The answer is every record that follows, printed exactly.

§

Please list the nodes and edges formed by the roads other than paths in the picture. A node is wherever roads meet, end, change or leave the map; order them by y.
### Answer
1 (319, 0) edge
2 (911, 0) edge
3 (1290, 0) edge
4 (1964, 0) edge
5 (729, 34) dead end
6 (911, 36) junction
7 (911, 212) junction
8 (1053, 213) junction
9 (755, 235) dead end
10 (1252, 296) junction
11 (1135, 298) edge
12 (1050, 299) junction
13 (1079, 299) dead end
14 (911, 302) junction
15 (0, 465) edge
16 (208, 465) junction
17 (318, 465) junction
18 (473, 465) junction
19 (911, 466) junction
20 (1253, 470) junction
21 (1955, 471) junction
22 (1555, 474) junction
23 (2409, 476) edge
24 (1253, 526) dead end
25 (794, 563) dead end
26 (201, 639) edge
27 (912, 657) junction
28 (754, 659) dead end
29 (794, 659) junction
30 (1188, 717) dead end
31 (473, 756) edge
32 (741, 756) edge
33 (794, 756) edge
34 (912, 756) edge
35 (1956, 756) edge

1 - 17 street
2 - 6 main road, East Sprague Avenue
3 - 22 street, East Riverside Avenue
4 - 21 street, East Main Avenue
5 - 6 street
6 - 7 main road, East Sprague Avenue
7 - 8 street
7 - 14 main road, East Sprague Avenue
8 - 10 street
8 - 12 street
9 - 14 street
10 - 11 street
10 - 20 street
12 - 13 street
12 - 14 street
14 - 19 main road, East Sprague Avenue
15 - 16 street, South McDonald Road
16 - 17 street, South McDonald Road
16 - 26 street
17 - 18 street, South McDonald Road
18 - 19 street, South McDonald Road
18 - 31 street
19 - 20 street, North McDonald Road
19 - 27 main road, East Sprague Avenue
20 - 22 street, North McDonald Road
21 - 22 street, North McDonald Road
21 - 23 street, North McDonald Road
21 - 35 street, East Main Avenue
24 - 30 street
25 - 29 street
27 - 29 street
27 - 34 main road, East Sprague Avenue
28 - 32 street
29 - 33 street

§

- _EXERCISE RESULT_:
Please list the nodes and edges formed by the roads other than paths in the picture. A node is wherever roads meet, end, change or leave the map; order them by y.
### Answer
1 (319, 0) edge
2 (911, 0) edge
3 (1290, 0) edge
4 (1964, 0) edge
5 (729, 34) dead end
6 (911, 36) junction
7 (911, 212) junction
8 (1053, 213) junction
9 (755, 235) dead end
10 (1252, 296) junction
11 (1135, 298) edge
12 (1050, 299) junction
13 (1079, 299) dead end
14 (911, 302) junction
15 (0, 465) edge
16 (208, 465) junction
17 (318, 465) junction
18 (473, 465) junction
19 (911, 466) junction
20 (1253, 470) junction
21 (1955, 471) junction
22 (1555, 474) junction
23 (2409, 476) edge
24 (1253, 526) dead end
25 (794, 563) dead end
26 (201, 639) edge
27 (912, 657) junction
28 (754, 659) dead end
29 (794, 659) junction
30 (1188, 717) dead end
31 (473, 756) edge
32 (741, 756) edge
33 (794, 756) edge
34 (912, 756) edge
35 (1956, 756) edge

1 - 17 street
2 - 6 main road, East Sprague Avenue
3 - 22 street, East Riverside Avenue
4 - 21 street, East Main Avenue
5 - 6 street
6 - 7 main road, East Sprague Avenue
7 - 8 street
7 - 14 main road, East Sprague Avenue
8 - 10 street
8 - 12 street
9 - 14 street
10 - 11 street
10 - 20 street
12 - 13 street
12 - 14 street
14 - 19 main road, East Sprague Avenue
15 - 16 street, South McDonald Road
16 - 17 street, South McDonald Road
16 - 26 street
17 - 18 street, South McDonald Road
18 - 19 street, South McDonald Road
18 - 31 street
19 - 20 street, North McDonald Road
19 - 27 main road, East Sprague Avenue
20 - 22 street, North McDonald Road
21 - 22 street, North McDonald Road
21 - 23 street, North McDonald Road
21 - 35 street, East Main Avenue
24 - 30 street
25 - 29 street
27 - 29 street
27 - 34 main road, East Sprague Avenue
28 - 32 street
29 - 33 street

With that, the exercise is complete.